[A Jolly Fellowship by Frank R. Stockton]@TWC D-Link book
A Jolly Fellowship

CHAPTER II
10/17

"Everything's turned out all right." But all of a sudden he changed his tune.
"Look here!" said he to me, pulling me on one side; "wont that pilot want to be paid something?
He wont stop his vessel and take us back for nothing, will he ?" I couldn't say anything about this, but I asked the purser, who still stood by us.
"I don't suppose he'll make any regular charge," said he; "but he'll expect you to give him something,--whatever you please." "But we haven't anything," said Scott to me.

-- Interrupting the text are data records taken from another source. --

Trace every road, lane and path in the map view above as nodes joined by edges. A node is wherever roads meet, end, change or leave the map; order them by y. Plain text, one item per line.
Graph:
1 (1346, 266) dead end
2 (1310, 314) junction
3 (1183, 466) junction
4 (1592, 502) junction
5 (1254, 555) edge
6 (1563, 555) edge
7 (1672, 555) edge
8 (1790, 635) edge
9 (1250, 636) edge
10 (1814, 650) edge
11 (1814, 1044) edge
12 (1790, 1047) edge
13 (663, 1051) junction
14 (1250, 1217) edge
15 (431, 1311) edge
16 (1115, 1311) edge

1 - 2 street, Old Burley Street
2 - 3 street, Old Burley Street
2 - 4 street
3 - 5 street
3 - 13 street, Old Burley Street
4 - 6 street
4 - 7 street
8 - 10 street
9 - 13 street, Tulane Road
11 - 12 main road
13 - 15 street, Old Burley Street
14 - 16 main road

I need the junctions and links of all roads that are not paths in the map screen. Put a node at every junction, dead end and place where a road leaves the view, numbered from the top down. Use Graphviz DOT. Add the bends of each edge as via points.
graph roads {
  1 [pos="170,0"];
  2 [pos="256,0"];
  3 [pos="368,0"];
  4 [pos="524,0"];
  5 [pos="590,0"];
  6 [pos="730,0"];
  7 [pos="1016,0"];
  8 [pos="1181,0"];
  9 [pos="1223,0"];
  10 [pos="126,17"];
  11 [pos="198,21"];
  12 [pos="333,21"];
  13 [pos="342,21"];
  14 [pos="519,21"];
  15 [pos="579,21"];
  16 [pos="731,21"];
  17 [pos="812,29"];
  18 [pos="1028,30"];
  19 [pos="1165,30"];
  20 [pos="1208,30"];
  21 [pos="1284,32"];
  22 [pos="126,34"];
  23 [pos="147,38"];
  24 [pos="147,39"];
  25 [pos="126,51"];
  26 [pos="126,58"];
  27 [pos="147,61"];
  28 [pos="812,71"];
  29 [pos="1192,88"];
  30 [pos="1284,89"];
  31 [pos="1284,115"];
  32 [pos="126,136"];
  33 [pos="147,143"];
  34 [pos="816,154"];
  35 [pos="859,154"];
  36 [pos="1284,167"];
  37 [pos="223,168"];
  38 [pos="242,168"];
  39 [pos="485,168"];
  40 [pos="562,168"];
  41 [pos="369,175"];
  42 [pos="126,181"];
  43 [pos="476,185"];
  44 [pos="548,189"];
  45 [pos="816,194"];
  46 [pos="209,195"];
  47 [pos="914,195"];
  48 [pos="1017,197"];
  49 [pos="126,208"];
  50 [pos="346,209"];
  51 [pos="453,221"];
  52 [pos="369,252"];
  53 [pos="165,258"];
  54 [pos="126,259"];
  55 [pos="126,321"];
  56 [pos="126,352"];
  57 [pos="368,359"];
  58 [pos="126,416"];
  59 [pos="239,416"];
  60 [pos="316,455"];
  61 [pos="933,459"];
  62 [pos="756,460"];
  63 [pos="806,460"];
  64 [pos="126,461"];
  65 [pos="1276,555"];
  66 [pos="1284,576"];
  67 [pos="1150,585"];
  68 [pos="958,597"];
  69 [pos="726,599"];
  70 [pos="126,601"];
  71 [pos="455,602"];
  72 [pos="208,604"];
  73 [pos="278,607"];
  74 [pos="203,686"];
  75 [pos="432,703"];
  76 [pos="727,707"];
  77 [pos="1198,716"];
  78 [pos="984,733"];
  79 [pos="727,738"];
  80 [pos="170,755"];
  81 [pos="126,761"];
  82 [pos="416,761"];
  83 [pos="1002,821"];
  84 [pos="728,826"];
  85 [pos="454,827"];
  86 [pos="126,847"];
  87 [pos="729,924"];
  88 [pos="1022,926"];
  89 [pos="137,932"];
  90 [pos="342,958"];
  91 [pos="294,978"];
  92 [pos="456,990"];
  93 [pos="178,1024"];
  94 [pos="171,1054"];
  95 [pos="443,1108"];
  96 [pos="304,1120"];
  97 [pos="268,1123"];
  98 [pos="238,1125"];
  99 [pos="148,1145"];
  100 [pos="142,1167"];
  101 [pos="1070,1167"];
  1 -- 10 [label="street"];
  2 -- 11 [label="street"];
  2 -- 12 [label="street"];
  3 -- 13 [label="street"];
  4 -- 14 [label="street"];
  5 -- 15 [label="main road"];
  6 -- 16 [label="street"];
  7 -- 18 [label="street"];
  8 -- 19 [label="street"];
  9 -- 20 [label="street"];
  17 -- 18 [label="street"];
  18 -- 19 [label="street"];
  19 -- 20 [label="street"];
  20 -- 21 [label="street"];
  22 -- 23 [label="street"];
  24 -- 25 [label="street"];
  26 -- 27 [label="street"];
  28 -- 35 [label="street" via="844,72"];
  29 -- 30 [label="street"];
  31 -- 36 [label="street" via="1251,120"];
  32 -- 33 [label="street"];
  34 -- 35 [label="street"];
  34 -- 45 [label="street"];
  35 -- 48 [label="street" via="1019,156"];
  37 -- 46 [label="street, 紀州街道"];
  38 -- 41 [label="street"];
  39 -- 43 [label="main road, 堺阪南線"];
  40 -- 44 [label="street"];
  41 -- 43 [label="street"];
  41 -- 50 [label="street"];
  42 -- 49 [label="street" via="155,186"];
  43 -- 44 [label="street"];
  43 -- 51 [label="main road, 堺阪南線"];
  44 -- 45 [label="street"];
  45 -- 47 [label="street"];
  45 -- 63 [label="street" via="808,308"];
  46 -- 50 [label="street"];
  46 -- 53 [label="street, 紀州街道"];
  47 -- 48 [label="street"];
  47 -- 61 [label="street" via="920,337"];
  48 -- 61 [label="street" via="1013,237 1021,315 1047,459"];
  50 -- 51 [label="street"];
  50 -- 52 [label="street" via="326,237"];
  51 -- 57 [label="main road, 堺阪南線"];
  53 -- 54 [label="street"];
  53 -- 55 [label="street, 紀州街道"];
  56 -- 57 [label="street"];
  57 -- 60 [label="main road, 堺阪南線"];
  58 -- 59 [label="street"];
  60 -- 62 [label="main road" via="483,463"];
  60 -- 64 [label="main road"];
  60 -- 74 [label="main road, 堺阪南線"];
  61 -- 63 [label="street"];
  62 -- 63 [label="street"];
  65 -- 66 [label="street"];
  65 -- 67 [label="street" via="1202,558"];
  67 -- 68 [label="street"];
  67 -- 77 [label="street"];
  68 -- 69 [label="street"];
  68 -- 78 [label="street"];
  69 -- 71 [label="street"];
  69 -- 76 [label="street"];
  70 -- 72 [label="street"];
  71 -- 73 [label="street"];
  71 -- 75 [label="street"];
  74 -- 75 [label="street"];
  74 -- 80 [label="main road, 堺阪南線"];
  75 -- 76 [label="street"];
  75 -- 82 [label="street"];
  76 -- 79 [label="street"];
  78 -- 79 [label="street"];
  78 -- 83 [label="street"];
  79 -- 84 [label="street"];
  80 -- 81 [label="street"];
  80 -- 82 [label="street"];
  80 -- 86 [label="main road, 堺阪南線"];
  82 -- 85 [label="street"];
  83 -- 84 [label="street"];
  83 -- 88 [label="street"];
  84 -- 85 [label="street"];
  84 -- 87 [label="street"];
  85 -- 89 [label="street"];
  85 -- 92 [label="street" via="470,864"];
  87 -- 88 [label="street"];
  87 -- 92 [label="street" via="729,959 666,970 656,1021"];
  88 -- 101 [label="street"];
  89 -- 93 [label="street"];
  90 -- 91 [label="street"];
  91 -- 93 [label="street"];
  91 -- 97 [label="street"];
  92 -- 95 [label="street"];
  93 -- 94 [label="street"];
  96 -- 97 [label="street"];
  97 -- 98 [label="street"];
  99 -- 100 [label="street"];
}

"We have our return tickets to Willisville, and that's about all." "Perhaps we can't go back, after all," said Harry, glumly, while Tom Myers and his brother George began to drop their lower jaws again.
I did not believe that the pilot-boat people would ask to see the boys' money before they took them on board; but I couldn't help feeling that it would be pretty hard for them to go ashore at the city and give nothing for their passages but promises, and so I called Rectus on one side, and proposed to lend the fellows some money.

He agreed, and I unpinned a banknote and gave it to Scott.

He was mightily tickled to get it, and vowed he'd send it back to me in the first letter he wrote (and he did it, too).
The pilot-schooner did not come very near us, but she lowered a boat with two men in it, and they rowed up to the steamer.

Some of our sailors let down a pair of stairs, and one of the men in the boat came up to see what was wanted.